La date limite des registres de propriété publique pour les territoires britanniques d'outre-mer repoussée

18 February 2019
Pendant un certain temps, le Parlement britannique a exigé des territoires britanniques d'outre-mer qu'ils établissent des registres publics de la propriété effective de toute entreprise d'ici 2020. Mais dans un mouvement récent, la date initiale de fin 2020 a été repoussée. En décembre 2018, il a été annoncé que l'échéance était repoussée à 2023.

Comment cela est arrivé

La loi connue sous le nom de SAMLA (loi sur les sanctions et la lutte contre le blanchiment d'argent) a été amendée en mai de l'année dernière à la suite d'une campagne de députés multipartites. Il a poussé à la divulgation complète d'ici 2020 et a exigé du gouvernement qu'il applique des registres publics sur les entreprises des territoires britanniques d'outre-mer d'ici la fin de 2020. Le ministère des Affaires étrangères et du Commonwealth (FCO) du gouvernement a accepté l'amendement même s'il avait précédemment averti qu'une telle législation directe nuisent à l'autonomie des OT.

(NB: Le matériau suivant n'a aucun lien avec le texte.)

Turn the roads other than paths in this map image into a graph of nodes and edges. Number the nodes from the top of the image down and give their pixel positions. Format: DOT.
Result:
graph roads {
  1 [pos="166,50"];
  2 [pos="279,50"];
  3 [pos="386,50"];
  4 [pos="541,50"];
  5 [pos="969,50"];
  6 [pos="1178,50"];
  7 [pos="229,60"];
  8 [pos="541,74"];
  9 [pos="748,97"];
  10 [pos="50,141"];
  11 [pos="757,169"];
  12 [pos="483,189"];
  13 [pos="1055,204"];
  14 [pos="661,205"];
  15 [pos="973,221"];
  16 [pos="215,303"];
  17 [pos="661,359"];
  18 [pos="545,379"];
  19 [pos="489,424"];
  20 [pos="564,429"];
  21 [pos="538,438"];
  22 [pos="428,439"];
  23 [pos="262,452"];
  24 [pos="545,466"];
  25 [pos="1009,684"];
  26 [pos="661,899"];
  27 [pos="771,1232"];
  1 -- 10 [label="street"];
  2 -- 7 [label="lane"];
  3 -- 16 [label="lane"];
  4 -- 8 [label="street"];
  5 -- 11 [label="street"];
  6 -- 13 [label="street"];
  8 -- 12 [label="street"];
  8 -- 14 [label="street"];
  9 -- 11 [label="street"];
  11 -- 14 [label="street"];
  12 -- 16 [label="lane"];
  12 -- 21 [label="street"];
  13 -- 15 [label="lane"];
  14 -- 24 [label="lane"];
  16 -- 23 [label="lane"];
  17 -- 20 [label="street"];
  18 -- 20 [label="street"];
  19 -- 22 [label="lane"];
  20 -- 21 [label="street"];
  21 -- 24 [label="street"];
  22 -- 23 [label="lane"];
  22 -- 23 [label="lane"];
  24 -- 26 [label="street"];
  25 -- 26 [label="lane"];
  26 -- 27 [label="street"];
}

Les territoires d’outre-mer directement touchés par cette situation n’étaient pas satisfaits. Les îles Vierges britanniques et les îles Caïmans - des OT dotés d'un secteur financier solide - ont affirmé que cette décision allait à l'encontre des accords précédents sur l'autonomie politique et démocratique. Il est notoire qu'au moins un ergothérapeute a entamé une procédure judiciaire pour l'annuler ou, à tout le moins, le reporter jusqu'à ce que le concept de registre public des bénéficiaires effectifs devienne une question de conformité internationale.

Pourquoi le changement maintenant?

Dans une démarche en décembre 2018, le gouvernement britannique est revenu à une date limite de 2023 initialement convenue par David Cameron, l'ancien Premier ministre. Les modifications apportées en mai auraient obligé tout gouvernement britannique à publier des décrets pertinents à partir de décembre 2020 aux OT non conformes. Mais en décembre, Lord Ahmad, le ministre d'État des Affaires étrangères et du Commonwealth, a informé la commission des affaires étrangères qu'il n'y avait aucune obligation de conformité immédiate en la matière. Il était également notoire que Gibraltar, avec quelques autres OT, s'engageaient dans un programme de conformité volontaire qui leur permettrait de mettre en place des mesures d'ici décembre 2020.

Plus précisément, Lord Ahmad a déclaré que SAMLA oblige le gouvernement britannique à produire un décret d'ici 2020 pour ceux qui n'ont pas de registre public. Cependant, il n'a pas précisé de date à laquelle les ergothérapeutes doivent se conformer. Tous les ergothérapeutes qui ont participé au Conseil ministériel conjoint en décembre 2018 ont été informés de leur obligation de produire des registres publics d'ici la fin de 2023.

L'importance de 2023

C'est pendant la Premiership de David Cameron que la date initiale a été convenue. L'année 2023 a été fixée parce que c'était l'année de la conformité mondiale pour le registre international. Cependant, même si ces mesures ne sont pas adoptées ailleurs dans le monde, le gouvernement britannique exigera toujours de s'y conformer à cette date.

Malgré les préoccupations initiales, il existe peu de preuves que les actifs des entreprises fuient les territoires britanniques d'outre-mer. Rien d'officiel n'a été annoncé par aucune chaîne, et le gouvernement britannique n'a pas encore été informé de toute intention de fuite d'actifs d'un OT.